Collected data
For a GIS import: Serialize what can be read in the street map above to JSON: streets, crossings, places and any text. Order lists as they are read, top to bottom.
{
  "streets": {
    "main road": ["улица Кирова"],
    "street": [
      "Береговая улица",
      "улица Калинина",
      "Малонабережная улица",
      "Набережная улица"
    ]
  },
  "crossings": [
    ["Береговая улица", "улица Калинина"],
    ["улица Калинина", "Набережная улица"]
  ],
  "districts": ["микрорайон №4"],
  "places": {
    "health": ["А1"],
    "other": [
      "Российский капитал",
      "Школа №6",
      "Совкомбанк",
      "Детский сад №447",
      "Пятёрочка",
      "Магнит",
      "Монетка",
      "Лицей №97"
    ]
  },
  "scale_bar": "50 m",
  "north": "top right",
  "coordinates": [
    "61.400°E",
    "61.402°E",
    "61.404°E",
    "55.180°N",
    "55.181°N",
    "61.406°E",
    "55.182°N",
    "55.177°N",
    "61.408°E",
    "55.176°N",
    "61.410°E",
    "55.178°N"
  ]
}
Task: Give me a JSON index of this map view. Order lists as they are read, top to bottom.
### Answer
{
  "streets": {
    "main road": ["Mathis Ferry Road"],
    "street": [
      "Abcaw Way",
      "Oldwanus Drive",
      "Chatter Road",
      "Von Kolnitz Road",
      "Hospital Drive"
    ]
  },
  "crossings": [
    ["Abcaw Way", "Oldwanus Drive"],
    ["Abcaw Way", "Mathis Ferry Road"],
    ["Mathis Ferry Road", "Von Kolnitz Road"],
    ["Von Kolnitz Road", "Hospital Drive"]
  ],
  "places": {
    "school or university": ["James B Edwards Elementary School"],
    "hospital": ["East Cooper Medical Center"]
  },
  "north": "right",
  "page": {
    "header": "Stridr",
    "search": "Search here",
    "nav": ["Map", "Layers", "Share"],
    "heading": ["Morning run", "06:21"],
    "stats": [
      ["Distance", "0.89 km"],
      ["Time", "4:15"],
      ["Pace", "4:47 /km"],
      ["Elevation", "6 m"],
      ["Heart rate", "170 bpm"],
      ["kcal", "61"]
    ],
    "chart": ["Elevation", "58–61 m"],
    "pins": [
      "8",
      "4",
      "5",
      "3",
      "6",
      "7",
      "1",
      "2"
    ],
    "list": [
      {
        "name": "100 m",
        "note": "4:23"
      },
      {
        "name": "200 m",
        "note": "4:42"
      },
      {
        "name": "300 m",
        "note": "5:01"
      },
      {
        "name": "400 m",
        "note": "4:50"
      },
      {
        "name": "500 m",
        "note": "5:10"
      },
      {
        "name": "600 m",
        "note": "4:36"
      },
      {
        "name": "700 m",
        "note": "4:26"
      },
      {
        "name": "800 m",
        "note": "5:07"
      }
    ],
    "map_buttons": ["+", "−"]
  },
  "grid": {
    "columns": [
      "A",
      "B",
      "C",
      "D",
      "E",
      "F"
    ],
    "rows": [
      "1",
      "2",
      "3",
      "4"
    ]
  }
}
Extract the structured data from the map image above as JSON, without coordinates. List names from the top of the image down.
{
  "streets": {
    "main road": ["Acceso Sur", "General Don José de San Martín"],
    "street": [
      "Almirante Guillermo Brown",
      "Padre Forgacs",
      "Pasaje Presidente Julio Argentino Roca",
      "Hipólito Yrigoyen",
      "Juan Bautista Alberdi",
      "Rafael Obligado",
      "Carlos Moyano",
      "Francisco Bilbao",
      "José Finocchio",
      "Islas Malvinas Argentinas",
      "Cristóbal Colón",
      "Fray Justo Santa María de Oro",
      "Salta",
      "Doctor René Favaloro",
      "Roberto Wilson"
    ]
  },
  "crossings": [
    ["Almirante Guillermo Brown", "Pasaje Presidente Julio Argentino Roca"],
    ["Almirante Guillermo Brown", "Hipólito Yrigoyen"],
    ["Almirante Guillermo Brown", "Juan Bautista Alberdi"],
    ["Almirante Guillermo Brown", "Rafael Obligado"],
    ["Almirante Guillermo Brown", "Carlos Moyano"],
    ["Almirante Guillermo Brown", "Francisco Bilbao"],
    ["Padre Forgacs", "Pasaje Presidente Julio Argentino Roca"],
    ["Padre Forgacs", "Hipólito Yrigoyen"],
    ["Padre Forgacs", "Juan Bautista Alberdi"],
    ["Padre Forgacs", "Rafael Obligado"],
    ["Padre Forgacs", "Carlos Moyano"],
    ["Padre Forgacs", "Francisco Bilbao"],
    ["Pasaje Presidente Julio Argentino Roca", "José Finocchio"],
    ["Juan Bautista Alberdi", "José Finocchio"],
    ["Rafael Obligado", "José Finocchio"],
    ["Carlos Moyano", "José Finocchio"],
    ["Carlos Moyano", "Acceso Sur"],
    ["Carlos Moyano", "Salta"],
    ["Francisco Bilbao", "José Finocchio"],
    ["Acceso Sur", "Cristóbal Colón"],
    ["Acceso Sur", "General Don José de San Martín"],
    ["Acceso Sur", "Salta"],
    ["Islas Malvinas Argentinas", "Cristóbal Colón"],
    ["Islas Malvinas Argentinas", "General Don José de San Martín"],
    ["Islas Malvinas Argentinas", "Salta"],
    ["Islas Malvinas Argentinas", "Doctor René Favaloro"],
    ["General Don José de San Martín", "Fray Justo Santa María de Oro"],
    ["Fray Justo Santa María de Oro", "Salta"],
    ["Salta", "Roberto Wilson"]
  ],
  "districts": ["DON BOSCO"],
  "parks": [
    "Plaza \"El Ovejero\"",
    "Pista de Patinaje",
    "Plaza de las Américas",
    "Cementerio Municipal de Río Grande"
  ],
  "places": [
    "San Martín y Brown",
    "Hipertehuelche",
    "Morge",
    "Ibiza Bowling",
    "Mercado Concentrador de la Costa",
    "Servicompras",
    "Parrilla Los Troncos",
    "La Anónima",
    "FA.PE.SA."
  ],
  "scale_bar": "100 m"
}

WHAT TO WORK ON
Here, the records must be output exactly and in full.

OUTPUT FOR THIS TASK
For a GIS import: Serialize what can be read in the street map above to JSON: streets, crossings, places and any text. Order lists as they are read, top to bottom.
{
  "streets": {
    "main road": ["улица Кирова"],
    "street": [
      "Береговая улица",
      "улица Калинина",
      "Малонабережная улица",
      "Набережная улица"
    ]
  },
  "crossings": [
    ["Береговая улица", "улица Калинина"],
    ["улица Калинина", "Набережная улица"]
  ],
  "districts": ["микрорайон №4"],
  "places": {
    "health": ["А1"],
    "other": [
      "Российский капитал",
      "Школа №6",
      "Совкомбанк",
      "Детский сад №447",
      "Пятёрочка",
      "Магнит",
      "Монетка",
      "Лицей №97"
    ]
  },
  "scale_bar": "50 m",
  "north": "top right",
  "coordinates": [
    "61.400°E",
    "61.402°E",
    "61.404°E",
    "55.180°N",
    "55.181°N",
    "61.406°E",
    "55.182°N",
    "55.177°N",
    "61.408°E",
    "55.176°N",
    "61.410°E",
    "55.178°N"
  ]
}
Task: Give me a JSON index of this map view. Order lists as they are read, top to bottom.
### Answer
{
  "streets": {
    "main road": ["Mathis Ferry Road"],
    "street": [
      "Abcaw Way",
      "Oldwanus Drive",
      "Chatter Road",
      "Von Kolnitz Road",
      "Hospital Drive"
    ]
  },
  "crossings": [
    ["Abcaw Way", "Oldwanus Drive"],
    ["Abcaw Way", "Mathis Ferry Road"],
    ["Mathis Ferry Road", "Von Kolnitz Road"],
    ["Von Kolnitz Road", "Hospital Drive"]
  ],
  "places": {
    "school or university": ["James B Edwards Elementary School"],
    "hospital": ["East Cooper Medical Center"]
  },
  "north": "right",
  "page": {
    "header": "Stridr",
    "search": "Search here",
    "nav": ["Map", "Layers", "Share"],
    "heading": ["Morning run", "06:21"],
    "stats": [
      ["Distance", "0.89 km"],
      ["Time", "4:15"],
      ["Pace", "4:47 /km"],
      ["Elevation", "6 m"],
      ["Heart rate", "170 bpm"],
      ["kcal", "61"]
    ],
    "chart": ["Elevation", "58–61 m"],
    "pins": [
      "8",
      "4",
      "5",
      "3",
      "6",
      "7",
      "1",
      "2"
    ],
    "list": [
      {
        "name": "100 m",
        "note": "4:23"
      },
      {
        "name": "200 m",
        "note": "4:42"
      },
      {
        "name": "300 m",
        "note": "5:01"
      },
      {
        "name": "400 m",
        "note": "4:50"
      },
      {
        "name": "500 m",
        "note": "5:10"
      },
      {
        "name": "600 m",
        "note": "4:36"
      },
      {
        "name": "700 m",
        "note": "4:26"
      },
      {
        "name": "800 m",
        "note": "5:07"
      }
    ],
    "map_buttons": ["+", "−"]
  },
  "grid": {
    "columns": [
      "A",
      "B",
      "C",
      "D",
      "E",
      "F"
    ],
    "rows": [
      "1",
      "2",
      "3",
      "4"
    ]
  }
}
Extract the structured data from the map image above as JSON, without coordinates. List names from the top of the image down.
{
  "streets": {
    "main road": ["Acceso Sur", "General Don José de San Martín"],
    "street": [
      "Almirante Guillermo Brown",
      "Padre Forgacs",
      "Pasaje Presidente Julio Argentino Roca",
      "Hipólito Yrigoyen",
      "Juan Bautista Alberdi",
      "Rafael Obligado",
      "Carlos Moyano",
      "Francisco Bilbao",
      "José Finocchio",
      "Islas Malvinas Argentinas",
      "Cristóbal Colón",
      "Fray Justo Santa María de Oro",
      "Salta",
      "Doctor René Favaloro",
      "Roberto Wilson"
    ]
  },
  "crossings": [
    ["Almirante Guillermo Brown", "Pasaje Presidente Julio Argentino Roca"],
    ["Almirante Guillermo Brown", "Hipólito Yrigoyen"],
    ["Almirante Guillermo Brown", "Juan Bautista Alberdi"],
    ["Almirante Guillermo Brown", "Rafael Obligado"],
    ["Almirante Guillermo Brown", "Carlos Moyano"],
    ["Almirante Guillermo Brown", "Francisco Bilbao"],
    ["Padre Forgacs", "Pasaje Presidente Julio Argentino Roca"],
    ["Padre Forgacs", "Hipólito Yrigoyen"],
    ["Padre Forgacs", "Juan Bautista Alberdi"],
    ["Padre Forgacs", "Rafael Obligado"],
    ["Padre Forgacs", "Carlos Moyano"],
    ["Padre Forgacs", "Francisco Bilbao"],
    ["Pasaje Presidente Julio Argentino Roca", "José Finocchio"],
    ["Juan Bautista Alberdi", "José Finocchio"],
    ["Rafael Obligado", "José Finocchio"],
    ["Carlos Moyano", "José Finocchio"],
    ["Carlos Moyano", "Acceso Sur"],
    ["Carlos Moyano", "Salta"],
    ["Francisco Bilbao", "José Finocchio"],
    ["Acceso Sur", "Cristóbal Colón"],
    ["Acceso Sur", "General Don José de San Martín"],
    ["Acceso Sur", "Salta"],
    ["Islas Malvinas Argentinas", "Cristóbal Colón"],
    ["Islas Malvinas Argentinas", "General Don José de San Martín"],
    ["Islas Malvinas Argentinas", "Salta"],
    ["Islas Malvinas Argentinas", "Doctor René Favaloro"],
    ["General Don José de San Martín", "Fray Justo Santa María de Oro"],
    ["Fray Justo Santa María de Oro", "Salta"],
    ["Salta", "Roberto Wilson"]
  ],
  "districts": ["DON BOSCO"],
  "parks": [
    "Plaza \"El Ovejero\"",
    "Pista de Patinaje",
    "Plaza de las Américas",
    "Cementerio Municipal de Río Grande"
  ],
  "places": [
    "San Martín y Brown",
    "Hipertehuelche",
    "Morge",
    "Ibiza Bowling",
    "Mercado Concentrador de la Costa",
    "Servicompras",
    "Parrilla Los Troncos",
    "La Anónima",
    "FA.PE.SA."
  ],
  "scale_bar": "100 m"
}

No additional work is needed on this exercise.